Our Statement on the 15N Protests in Cuba

WASHINGTON D.C. – The Cuba Study Group condemns the Cuban government’s suppression of peaceful marches on November 14 and 15, as well as all other official efforts to censor Cuban voices over the past year. We also call on Cuban authorities to immediately release all arbitrarily detained and imprisoned protesters.

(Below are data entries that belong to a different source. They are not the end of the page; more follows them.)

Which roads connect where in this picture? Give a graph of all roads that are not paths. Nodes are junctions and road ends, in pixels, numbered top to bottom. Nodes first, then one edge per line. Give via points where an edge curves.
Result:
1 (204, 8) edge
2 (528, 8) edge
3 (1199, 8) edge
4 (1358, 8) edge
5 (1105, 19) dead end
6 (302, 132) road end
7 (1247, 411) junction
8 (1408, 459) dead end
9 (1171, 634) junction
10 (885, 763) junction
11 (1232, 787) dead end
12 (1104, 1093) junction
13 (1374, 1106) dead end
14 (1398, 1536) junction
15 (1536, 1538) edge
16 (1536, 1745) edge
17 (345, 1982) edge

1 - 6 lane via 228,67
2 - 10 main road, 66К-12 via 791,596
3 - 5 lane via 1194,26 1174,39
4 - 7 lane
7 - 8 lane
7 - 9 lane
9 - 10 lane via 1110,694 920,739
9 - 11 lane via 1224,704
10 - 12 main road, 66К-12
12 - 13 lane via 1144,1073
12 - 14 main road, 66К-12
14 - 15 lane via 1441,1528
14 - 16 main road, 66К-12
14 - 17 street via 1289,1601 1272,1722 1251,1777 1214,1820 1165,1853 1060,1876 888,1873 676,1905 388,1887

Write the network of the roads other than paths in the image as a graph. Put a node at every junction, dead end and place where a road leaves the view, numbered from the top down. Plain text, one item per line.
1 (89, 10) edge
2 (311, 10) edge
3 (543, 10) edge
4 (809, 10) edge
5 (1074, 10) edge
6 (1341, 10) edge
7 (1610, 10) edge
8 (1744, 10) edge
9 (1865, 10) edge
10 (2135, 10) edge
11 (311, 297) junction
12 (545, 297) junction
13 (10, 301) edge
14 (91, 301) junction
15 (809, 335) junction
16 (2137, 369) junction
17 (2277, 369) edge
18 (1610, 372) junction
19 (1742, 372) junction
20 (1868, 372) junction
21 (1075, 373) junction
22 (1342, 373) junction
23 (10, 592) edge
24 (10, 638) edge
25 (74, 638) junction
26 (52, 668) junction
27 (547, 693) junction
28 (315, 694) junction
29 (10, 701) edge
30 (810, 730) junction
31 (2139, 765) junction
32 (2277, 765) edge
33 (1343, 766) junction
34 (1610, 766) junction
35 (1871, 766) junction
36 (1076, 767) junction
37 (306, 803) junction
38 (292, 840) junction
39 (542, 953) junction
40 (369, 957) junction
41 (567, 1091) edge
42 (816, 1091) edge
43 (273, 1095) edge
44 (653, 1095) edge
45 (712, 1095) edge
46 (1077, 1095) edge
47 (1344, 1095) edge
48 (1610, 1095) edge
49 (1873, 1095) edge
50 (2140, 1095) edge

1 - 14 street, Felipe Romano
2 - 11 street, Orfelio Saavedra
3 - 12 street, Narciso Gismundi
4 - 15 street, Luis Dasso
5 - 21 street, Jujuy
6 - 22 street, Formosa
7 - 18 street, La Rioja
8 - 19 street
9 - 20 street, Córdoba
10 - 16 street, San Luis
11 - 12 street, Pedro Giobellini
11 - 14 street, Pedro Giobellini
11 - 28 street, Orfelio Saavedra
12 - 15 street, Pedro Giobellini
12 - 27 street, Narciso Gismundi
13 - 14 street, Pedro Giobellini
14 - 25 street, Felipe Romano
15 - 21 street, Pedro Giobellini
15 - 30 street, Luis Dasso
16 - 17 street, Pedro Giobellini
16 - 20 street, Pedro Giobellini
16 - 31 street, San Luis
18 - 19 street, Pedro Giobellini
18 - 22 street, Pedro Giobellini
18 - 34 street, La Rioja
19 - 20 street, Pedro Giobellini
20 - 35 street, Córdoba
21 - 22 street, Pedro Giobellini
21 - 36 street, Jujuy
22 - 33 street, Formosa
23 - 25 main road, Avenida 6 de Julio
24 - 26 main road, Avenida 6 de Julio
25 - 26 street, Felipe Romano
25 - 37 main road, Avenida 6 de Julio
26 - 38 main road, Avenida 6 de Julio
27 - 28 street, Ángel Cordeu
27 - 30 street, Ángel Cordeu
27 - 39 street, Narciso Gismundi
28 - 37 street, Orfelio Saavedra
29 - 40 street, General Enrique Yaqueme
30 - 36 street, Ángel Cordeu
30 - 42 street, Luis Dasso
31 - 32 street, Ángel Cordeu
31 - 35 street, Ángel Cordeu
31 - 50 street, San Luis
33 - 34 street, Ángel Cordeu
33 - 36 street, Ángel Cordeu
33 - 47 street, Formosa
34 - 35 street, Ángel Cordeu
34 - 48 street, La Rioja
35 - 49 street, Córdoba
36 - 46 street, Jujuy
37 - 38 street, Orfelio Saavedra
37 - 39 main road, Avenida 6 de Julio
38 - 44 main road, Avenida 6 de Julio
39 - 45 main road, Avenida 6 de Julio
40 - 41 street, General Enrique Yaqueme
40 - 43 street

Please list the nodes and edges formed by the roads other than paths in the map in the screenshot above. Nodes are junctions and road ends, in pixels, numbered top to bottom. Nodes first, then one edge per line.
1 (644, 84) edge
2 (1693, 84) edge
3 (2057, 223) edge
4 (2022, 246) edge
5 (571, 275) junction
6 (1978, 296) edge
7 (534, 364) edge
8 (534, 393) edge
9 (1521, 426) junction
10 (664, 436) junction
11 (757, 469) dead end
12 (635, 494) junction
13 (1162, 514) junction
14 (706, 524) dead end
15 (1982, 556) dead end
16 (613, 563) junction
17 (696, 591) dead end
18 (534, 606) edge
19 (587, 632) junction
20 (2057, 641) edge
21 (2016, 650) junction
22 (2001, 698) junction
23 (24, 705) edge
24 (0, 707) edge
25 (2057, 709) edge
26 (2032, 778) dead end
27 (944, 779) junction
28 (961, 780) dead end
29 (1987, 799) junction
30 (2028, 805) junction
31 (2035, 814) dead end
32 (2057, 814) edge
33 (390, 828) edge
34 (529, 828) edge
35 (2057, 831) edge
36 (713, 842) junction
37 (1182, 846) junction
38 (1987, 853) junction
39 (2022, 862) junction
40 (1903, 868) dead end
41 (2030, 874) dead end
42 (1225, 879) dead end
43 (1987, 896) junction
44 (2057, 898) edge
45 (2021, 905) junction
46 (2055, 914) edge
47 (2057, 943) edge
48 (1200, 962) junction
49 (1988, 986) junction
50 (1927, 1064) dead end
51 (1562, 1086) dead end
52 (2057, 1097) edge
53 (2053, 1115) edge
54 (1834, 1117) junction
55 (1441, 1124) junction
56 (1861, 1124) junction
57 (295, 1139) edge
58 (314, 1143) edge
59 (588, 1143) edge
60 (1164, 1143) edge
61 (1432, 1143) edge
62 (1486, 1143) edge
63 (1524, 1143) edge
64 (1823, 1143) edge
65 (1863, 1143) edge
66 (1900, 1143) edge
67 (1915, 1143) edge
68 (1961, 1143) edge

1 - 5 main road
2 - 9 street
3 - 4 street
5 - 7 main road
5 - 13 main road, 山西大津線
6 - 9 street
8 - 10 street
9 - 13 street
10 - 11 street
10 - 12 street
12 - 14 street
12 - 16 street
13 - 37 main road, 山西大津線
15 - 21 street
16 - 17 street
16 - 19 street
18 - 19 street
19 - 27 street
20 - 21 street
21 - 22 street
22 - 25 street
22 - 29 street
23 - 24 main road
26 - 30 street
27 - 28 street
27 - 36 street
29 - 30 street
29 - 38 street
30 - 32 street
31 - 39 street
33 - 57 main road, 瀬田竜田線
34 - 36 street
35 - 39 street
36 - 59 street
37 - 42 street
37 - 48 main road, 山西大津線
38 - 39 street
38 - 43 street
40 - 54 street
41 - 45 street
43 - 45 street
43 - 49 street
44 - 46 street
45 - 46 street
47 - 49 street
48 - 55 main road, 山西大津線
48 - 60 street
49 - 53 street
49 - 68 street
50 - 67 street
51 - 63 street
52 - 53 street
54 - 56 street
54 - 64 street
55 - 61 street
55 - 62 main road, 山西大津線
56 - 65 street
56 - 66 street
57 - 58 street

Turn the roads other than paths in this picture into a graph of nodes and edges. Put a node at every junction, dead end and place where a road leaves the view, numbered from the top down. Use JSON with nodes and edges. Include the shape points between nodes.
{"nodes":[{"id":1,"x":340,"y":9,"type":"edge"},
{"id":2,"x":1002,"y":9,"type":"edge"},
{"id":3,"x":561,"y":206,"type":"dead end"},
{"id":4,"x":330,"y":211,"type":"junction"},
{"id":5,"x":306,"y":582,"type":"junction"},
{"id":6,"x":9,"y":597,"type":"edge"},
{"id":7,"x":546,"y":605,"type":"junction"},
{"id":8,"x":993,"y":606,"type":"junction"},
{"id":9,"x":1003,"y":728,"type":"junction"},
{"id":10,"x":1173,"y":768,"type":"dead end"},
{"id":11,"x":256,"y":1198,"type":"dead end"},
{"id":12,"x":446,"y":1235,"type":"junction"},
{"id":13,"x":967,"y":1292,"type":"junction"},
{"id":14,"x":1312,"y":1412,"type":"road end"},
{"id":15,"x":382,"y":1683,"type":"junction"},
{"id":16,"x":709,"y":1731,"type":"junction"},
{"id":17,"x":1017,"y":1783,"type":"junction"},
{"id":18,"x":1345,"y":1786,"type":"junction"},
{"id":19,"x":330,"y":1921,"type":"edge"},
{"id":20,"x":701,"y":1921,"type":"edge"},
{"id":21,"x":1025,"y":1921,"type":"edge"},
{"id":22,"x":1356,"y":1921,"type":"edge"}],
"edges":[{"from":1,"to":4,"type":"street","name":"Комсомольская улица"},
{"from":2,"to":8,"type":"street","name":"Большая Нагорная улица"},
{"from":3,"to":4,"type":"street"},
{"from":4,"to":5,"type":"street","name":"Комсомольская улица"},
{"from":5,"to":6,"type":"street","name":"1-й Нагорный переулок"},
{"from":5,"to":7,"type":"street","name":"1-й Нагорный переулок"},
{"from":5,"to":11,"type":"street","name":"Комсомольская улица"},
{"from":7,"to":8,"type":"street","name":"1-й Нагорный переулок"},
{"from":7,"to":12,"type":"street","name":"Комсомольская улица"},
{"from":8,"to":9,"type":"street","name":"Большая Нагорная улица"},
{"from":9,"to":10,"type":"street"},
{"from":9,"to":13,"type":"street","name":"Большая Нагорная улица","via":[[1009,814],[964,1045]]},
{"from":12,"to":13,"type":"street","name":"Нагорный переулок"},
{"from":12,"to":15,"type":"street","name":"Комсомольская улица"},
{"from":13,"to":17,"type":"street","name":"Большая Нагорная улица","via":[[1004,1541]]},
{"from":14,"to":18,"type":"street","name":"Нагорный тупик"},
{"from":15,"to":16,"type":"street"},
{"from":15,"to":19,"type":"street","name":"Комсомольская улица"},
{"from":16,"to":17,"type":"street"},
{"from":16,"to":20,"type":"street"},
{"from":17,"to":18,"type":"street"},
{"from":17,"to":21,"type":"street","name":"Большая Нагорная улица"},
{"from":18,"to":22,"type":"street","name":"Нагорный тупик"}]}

Sparked by the “11M” pride march of 2019 and spurred on by last year’s government siege on the headquarters of the San Isidro Movement, Cuba is experiencing its most significant period of social and political unrest in nearly half a century. This culminated in the largely spontaneous and massive protests of July 11, 2021, and has enabled young, new leaders from Cuba’s civil society to put forth dynamic ideas and platforms, demanding their say in shaping Cuba’s future. These new leaders have stressed their financial and organizational independence from outside funding and control. As a result, their emergence has surprised many observers, and the historic dissident and exile communities have been recast in supporting roles. This is the time for a new generation of Cubans to build the inclusive future they want to see for their country.

Whether the government likes it or not, Cuba’s “nueva normalidad” now includes a diversity of citizens who recognize the value of public protest and will continue demanding–at home–that their fundamental rights be acknowledged and respected. Attempting to hide or silence their discontent will not make it go away. A system that condemns all its internal critics to exile, ostracism, or prison can never hope to thrive, and the island’s single-party regime has shown it is ill-equipped to meet the demands of an increasingly heterogeneous society. For the Cuban government, the only peaceful and viable path forward is to evolve.

The United States and Cuban diaspora must allow Cubans on the ground to seize the limelight. Solidarity should never meddle. Supportive efforts should avoid overreaching to the point of denying the Cuban people the tools and agency they need to shape their future, while giving needless propaganda fodder to Cuban authorities. This reality underscores the importance of a U.S. policy approach that shuns blanket sanctions, which hurt the Cuban people far more than they impact their rulers. Greater internet connectivity, increased contact and travel, and access to capital are among the resources that have molded the civil society we see in Cuba today, whose members increasingly look to one another for solutions and do not shy from pressing their government for accountability.

We share the hope that a new generation of Cubans will succeed where previous ones have failed: in forging a stable, prosperous, and pluralist society where all Cubans can live in freedom. The need for a process of national dialogue has never been greater.